In recent years various hospitals have developed in-house versions of these combination tests as well, some of which look for more than a dozen different respiratory pathogens simultaneously using P.C.R. technology. Those “multiplex” tests are especially helpful in diagnosing illnesses in people with weak immune systems because they allow doctors to swiftly discern what pathogen is making a person sick before it is too late to start the right treatments.

A French company, bioMérieux, sells a P.C.R. test that looks for the coronavirus as well as 21 other viruses and bacteria simultaneously. And Roche recently bought a company that sells a machine that can screen for more than 20 pathogens in one go.

Testing for multiple pathogens does not always lead to a simple treatment, however.

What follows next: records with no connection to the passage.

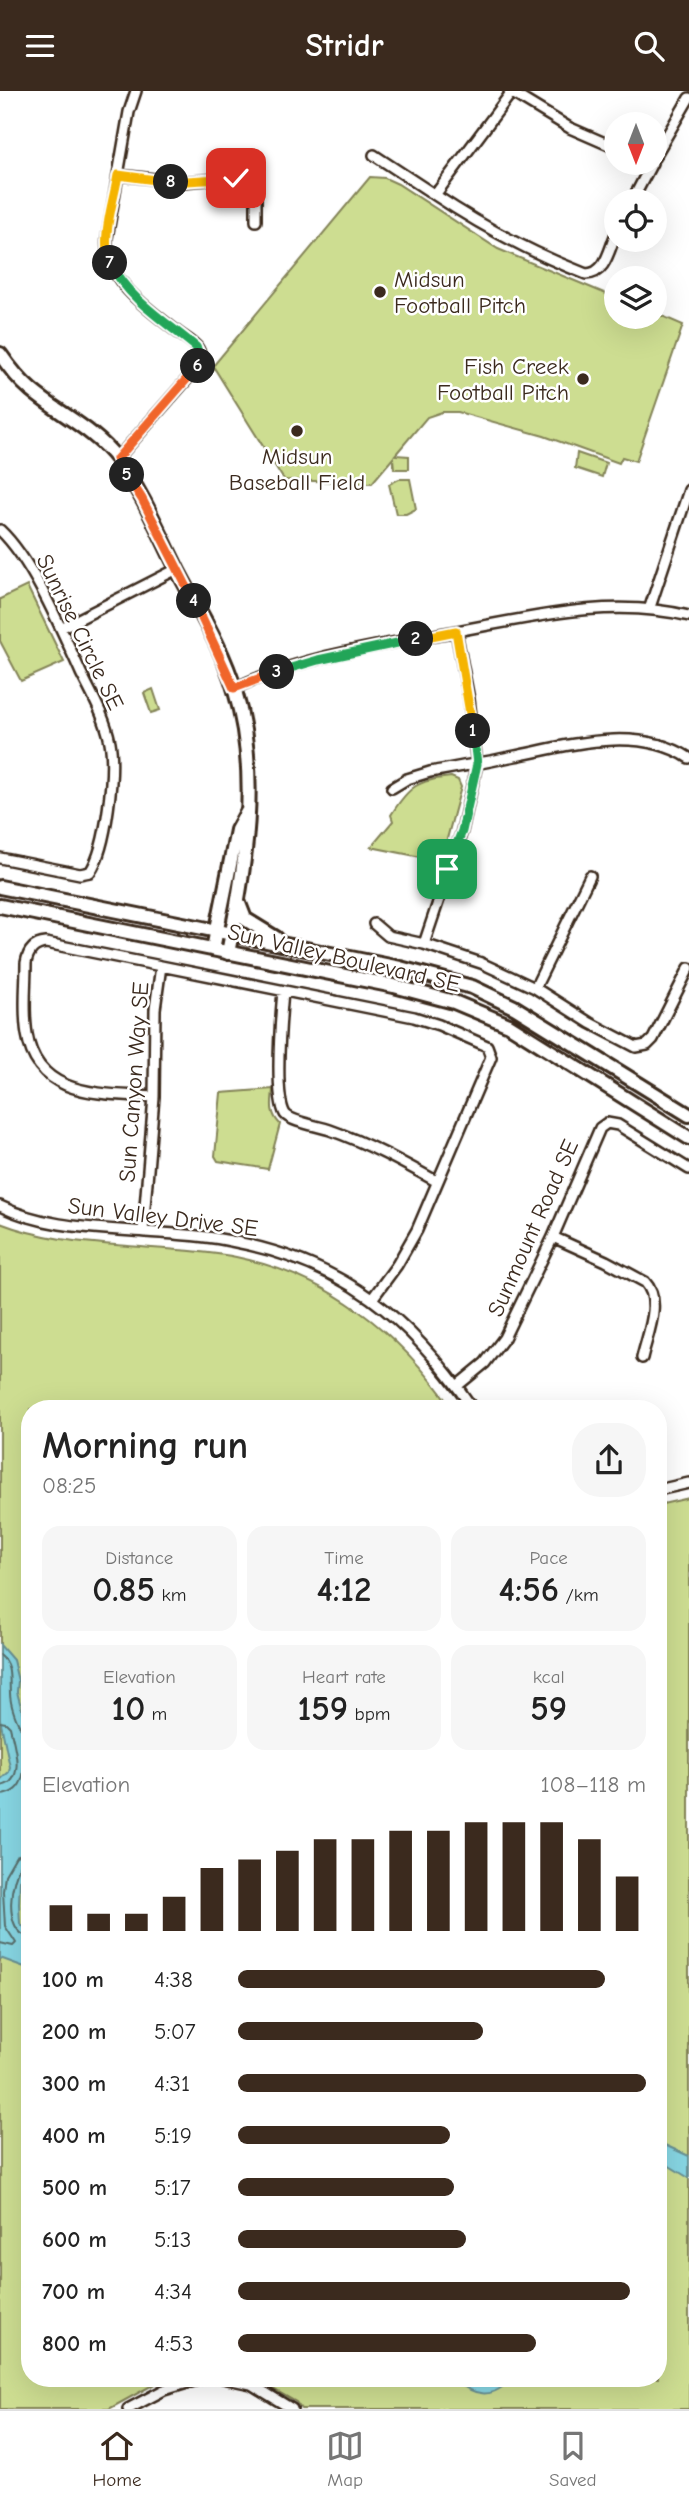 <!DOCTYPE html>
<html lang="en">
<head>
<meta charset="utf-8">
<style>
  body { margin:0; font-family:"Comic Neue",sans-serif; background:#f6f6f6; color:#222; height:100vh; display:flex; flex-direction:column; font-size:26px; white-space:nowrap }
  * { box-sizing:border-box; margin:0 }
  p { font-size:23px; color:#767676 }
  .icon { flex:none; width:38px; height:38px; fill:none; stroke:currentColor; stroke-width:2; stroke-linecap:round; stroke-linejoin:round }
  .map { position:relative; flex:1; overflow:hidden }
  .sheet { position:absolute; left:21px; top:1309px; width:646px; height:987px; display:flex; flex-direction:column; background:#fff; border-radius:28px; box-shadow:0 7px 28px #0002 }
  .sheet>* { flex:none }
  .needle { width:46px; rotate:180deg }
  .fabs { position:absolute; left:604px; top:21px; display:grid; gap:14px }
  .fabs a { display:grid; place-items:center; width:63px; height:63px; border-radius:50%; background:#fff; box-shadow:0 7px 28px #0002; font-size:35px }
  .pin { position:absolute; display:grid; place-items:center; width:60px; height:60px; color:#fff; margin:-30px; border-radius:14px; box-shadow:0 4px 10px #0006 }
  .km { position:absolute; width:35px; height:35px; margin:-18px; border-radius:50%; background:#222; color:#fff; font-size:19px; line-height:35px; text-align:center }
  .round { display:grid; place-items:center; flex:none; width:74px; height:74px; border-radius:28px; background:#f6f6f6 }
  .overview { display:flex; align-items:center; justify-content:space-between; height:119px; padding:0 21px }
  h1 { font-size:38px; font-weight:700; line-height:52px }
  .figures { display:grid; grid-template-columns:repeat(3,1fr); gap:10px; height:119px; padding:7px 21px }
  .figures div { display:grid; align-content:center; border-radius:18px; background:#f6f6f6; text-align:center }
  .figures b { font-size:35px; font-weight:700 }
  .figures small { font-size:19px; font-weight:400 }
  .figures p { font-size:19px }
  .chart { height:196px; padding:14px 21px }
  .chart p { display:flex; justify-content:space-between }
  .chart svg { width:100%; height:126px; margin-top:7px; stroke:#3b2a1e; stroke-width:6 }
  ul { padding:0 21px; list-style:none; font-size:23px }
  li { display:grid; grid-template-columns:112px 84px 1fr; align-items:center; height:52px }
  li i { height:18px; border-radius:9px; background:#3b2a1e }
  header { display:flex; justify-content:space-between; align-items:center; height:91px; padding:0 21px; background:#3b2a1e; color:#fff; font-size:32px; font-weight:700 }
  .menu { display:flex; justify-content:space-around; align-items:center; height:98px; border-top:2px solid #e0e0e0; background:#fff; font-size:19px; color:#767676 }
  .menu a { display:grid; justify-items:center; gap:4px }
  .menu .selected { color:#3b2a1e }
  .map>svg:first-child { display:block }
</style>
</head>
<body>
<header><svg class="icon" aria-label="menu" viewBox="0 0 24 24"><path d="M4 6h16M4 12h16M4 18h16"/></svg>Stridr<svg class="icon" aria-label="search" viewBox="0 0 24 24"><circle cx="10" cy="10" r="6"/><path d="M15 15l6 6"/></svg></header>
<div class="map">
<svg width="689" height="2318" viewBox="0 0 689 2318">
  <rect width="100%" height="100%" fill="#fff"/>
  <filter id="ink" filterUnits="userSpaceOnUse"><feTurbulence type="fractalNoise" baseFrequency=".0143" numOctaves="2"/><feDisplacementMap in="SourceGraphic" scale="14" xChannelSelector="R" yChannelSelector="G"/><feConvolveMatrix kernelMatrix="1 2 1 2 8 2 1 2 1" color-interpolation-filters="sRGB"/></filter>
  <g filter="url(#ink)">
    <!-- green -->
    <path fill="#cddd91" stroke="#848458" stroke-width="2" d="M370,86L385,87L398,93L498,158L616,207V226H654L655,222L683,234L636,370L622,366L619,372L544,345L458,321H442L427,326L395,364L409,365V378H394L393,367L372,392L284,389L213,275Z
      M577,362L606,372L602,386L575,377Z
      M399,388H410L416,418L406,423H396L389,393Z
      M27,495L64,571L21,590L0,550V508Z
      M153,598L160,619L151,622L144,602Z
      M451,686L458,689L461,696L441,770L371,756L393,730L391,724C409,695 418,689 451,686Z
      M273,998C272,1012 269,1022 280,1033L268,1078L218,1070L215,1065L221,1002Z
      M0,1132C46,1150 93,1152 141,1156C174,1159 204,1160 236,1166C328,1185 400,1241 452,1318H30V2287H174L160,2290L109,2318H0Z
      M689,1407V2318H301L296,2311L254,2287H658V1414Z"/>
    <!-- water -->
    <path fill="#87d6e3" stroke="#699194" stroke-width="2" d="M0,1554L13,1569L18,1590L17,1601L30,1649V1768L20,1789L19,1813L20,1832L30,1842V1878L0,1867V1689L9,1681L10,1676L0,1628Z
      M658,2051L689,2065V2087L658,2068Z
      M452,2287H511C493,2310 473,2305 452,2287Z"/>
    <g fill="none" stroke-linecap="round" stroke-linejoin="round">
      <!-- shore -->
      <path stroke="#596f6d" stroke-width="2" d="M0,1564C12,1574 9,1588 10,1602C10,1613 16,1631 23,1640L30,1641
        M0,1631L6,1632L10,1636C14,1653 27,1692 0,1695
        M0,1704C28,1702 25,1674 23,1653L30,1650
        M30,1769L23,1771C10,1786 2,1842 30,1846
        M0,1852L13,1855L16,1852L5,1835L3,1800L5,1784L16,1765L30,1760"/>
      <!-- minor casing -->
      <g stroke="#3b2a1e" stroke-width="14">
        <path id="minor" d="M509,0L570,37L616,57
          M511,2L435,104C483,136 532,162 586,183C606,183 609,158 616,143
          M374,64L435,104
          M654,67L689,7
          M118,84L182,91L243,86L254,93L256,99V130
          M632,110L652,72
          M117,368L197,277C201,270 202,263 197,256C192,250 182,245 175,239C147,217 103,188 107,147L129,21L136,0
          M0,439C33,470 62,540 81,582C92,604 105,626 110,651C115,679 107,757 90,781L80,783L0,767
          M650,516L689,399
          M61,537L177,478
          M456,540L469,608L477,673L462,740L424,853L481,872L535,897L590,932L636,956L647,954L653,948L689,877
          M235,597C300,566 375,555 446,542C526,528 608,505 689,525
          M392,697L407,688L430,681C458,676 487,671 515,665C570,654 638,634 689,667
          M374,833L388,845L424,853
          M535,897L590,785
          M283,900C281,923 274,1005 285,1023C291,1031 319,1035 330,1039C367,1052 402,1071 436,1090
          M154,1006C104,1002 37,1008 27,943C23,920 26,895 26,872C28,860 34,853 46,852L161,875
          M0,1115C45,1137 97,1137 146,1141C174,1143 203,1144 231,1150C343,1171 410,1226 473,1318
          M143,1140L154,1006L155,918L161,875L414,926L439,934L487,955L491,966L417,1139L397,1174L372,1208
          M553,1146L606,1170L645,1191C663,1210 647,1244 642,1267
          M457,1295L485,1272L504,1247L553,1146L600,1037L607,1032L618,1034L689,1078
          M658,1399L689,1392
          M223,2287L251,2293L292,2318
          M128,2318L164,2299L204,2287"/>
      </g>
      <!-- tertiary casing -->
      <g stroke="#3b2a1e" stroke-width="18">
        <path id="tertiary" d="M0,263C9,276 18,288 31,299C59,323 94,338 117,368C143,402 159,442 178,480C198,518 223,558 235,600C261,686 245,775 228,862
          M213,858L237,739L247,721"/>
      </g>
      <!-- secondary casing -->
      <g stroke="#3b2a1e" stroke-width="18">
        <path id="secondary" d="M0,796L400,877L472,896L514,916L689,1024
          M238,810L245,828L276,847
          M0,815L394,895L454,911L509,934L689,1047"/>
      </g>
      <!-- minor -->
      <use href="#minor" stroke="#fff" stroke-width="9"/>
      <!-- tertiary -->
      <use href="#tertiary" stroke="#fff" stroke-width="12"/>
      <!-- secondary -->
      <use href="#secondary" stroke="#fff" stroke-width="12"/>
    </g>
  </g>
  <g fill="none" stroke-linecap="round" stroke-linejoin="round" filter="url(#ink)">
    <!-- split-1 casing -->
    <g stroke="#fff" stroke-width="14">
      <path id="split-1" d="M447,778L462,740L477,673L473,640"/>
    </g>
    <!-- split-2 casing -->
    <g stroke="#fff" stroke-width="14">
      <path id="split-2" d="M416,548L456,540L473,640"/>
    </g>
    <!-- split-3 casing -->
    <g stroke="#fff" stroke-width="14">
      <path id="split-3" d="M277,581L318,569L416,548"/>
    </g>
    <!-- split-4 casing -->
    <g stroke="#fff" stroke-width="14">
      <path id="split-4" d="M194,510L234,597L277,581"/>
    </g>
    <!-- split-5 casing -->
    <g stroke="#fff" stroke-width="14">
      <path id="split-5" d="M127,384L142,408L194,510"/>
    </g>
    <!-- split-6 casing -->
    <g stroke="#fff" stroke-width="14">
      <path id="split-6" d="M127,384L117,368L198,275"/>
    </g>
    <!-- split-7 casing -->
    <g stroke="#fff" stroke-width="14">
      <path id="split-7" d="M110,172C129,209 165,230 196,256L200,264L198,275"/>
    </g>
    <!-- split-8 casing -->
    <g stroke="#fff" stroke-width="14">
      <path id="split-8" d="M110,172C100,149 114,109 118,84L171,91"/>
    </g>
    <!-- split-9 casing -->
    <g stroke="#fff" stroke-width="14">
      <path id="split-9" d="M171,91L236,87"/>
    </g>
    <!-- split-1 -->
    <use href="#split-1" stroke="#22a559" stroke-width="9"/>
    <!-- split-2 -->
    <use href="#split-2" stroke="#f5b400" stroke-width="9"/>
    <!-- split-3 -->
    <use href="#split-3" stroke="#22a559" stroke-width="9"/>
    <!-- split-4 -->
    <use href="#split-4" stroke="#f0652b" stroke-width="9"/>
    <!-- split-5 -->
    <use href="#split-5" stroke="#f0652b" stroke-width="9"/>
    <!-- split-6 -->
    <use href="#split-6" stroke="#f0652b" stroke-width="9"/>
    <!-- split-7 -->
    <use href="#split-7" stroke="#22a559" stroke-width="9"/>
    <!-- split-8 -->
    <use href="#split-8" stroke="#f5b400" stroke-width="9"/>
    <!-- split-9 -->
    <use href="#split-9" stroke="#f5b400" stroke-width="9"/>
  </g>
  <!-- markers -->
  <g fill="#3b2a1e" stroke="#fff" stroke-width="2.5">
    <circle cx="380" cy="201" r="7"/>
    <circle cx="583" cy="288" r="7"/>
    <circle cx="297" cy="340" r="7"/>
  </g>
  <g text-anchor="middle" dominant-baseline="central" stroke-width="5" stroke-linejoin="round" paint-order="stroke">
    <!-- poi labels -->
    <g font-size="23" fill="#3b2a1e" stroke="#fff" text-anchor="start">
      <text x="394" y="188">Midsun<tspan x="394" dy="26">Football Pitch</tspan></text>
      <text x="569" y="275" text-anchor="end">Fish Creek<tspan x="569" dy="26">Football Pitch</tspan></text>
      <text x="297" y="365" text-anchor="middle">Midsun<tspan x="297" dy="26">Baseball Field</tspan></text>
    </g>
    <!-- street labels -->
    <g font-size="23" fill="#3b2a1e" stroke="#fff">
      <text transform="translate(80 541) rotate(64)">Sunrise Circle SE</text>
      <text transform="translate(344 867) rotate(13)">Sun Valley Boulevard SE</text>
      <text transform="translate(134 991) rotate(-86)">Sun Canyon Way SE</text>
      <text transform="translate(163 1126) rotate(7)">Sun Valley Drive SE</text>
      <text transform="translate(533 1137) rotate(-66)">Sunmount Road SE</text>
    </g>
  </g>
</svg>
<div class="fabs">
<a><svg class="needle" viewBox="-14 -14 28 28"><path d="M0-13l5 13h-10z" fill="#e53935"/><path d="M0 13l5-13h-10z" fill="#767676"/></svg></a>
<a><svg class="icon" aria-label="locate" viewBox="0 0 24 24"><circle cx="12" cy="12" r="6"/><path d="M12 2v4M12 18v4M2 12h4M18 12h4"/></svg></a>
<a><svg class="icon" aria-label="layers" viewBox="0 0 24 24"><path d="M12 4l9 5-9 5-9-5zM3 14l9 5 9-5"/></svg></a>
</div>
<div class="pin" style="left:447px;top:778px;background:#1e9e55"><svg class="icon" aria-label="arrive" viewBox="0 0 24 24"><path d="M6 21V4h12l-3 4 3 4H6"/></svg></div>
<div class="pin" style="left:236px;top:87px;background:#d93025"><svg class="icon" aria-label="check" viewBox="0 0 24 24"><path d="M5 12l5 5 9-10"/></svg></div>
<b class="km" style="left:473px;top:640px">1</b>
<b class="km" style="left:416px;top:548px">2</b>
<b class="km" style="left:277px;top:581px">3</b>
<b class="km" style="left:194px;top:510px">4</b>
<b class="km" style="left:127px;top:384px">5</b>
<b class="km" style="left:198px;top:275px">6</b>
<b class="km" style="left:110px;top:172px">7</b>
<b class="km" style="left:171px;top:91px">8</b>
<section class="sheet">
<div class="overview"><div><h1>Morning run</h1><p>08:25</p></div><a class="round"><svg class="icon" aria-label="share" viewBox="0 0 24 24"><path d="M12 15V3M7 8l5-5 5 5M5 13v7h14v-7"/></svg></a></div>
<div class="figures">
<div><p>Distance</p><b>0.85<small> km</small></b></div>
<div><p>Time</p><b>4:12</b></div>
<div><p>Pace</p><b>4:56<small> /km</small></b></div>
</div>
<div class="figures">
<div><p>Elevation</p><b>10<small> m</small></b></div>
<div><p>Heart rate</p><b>159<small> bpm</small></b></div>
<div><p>kcal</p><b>59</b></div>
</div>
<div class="chart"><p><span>Elevation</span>108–118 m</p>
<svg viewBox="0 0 160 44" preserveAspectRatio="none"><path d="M5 44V35M15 44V38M25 44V38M35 44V32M45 44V22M55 44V19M65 44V16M75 44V12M85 44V12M95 44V9M105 44V9M115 44V6M125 44V6M135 44V6M145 44V12M155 44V25"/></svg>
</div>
<ul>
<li><b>100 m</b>4:38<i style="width:90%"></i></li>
<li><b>200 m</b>5:07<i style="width:60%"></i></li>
<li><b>300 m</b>4:31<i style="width:100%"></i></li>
<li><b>400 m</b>5:19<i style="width:52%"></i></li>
<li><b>500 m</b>5:17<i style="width:53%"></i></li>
<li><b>600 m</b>5:13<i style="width:56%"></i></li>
<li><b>700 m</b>4:34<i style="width:96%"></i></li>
<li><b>800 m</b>4:53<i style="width:73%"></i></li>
</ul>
</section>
</div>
<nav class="menu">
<a class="selected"><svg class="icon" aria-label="home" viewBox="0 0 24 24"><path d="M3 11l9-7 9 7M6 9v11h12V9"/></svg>Home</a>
<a><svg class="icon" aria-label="map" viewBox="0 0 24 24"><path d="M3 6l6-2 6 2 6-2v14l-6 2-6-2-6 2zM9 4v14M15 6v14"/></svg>Map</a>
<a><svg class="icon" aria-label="saved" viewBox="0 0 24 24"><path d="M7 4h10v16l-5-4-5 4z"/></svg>Saved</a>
</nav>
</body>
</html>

Co-infections, in which a person is infected with multiple viruses simultaneously, are more common than doctors expected, and sometimes the multiplex tests might detect a viral infection but miss a bacterial one, said Dr. Daniel Griffin, chief of infectious diseases at ProHealth New York. A patient could carry the influenza virus but also test positive for a bacterium such as pneumococcus, for example.

“We initially thought that every time we identified a virus, we would just be able stop all antibiotics and just treat the virus if effective antiviral therapy was available,” Dr. Griffin said. “We now know that we often need to continue antibiotics,” he explained, because sometimes the multiplex tests are not sensitive enough to rule out a bacterial culprit.

Doctors and test developers are still grappling with how many pathogens to test patients for in different settings. “A burning question at every company is what panel is best — is it one, two, four, 20?” said Dr. Mark Miller, chief medical officer at bioMérieux. Relatively young and healthy adults might just need a quad test to know if they should start on Tamiflu for influenza, for example, but patients with underlying chronic diseases who are very sick might benefit from receiving the test for 22 different pathogens so that doctors can decide whether they need to be admitted to a hospital.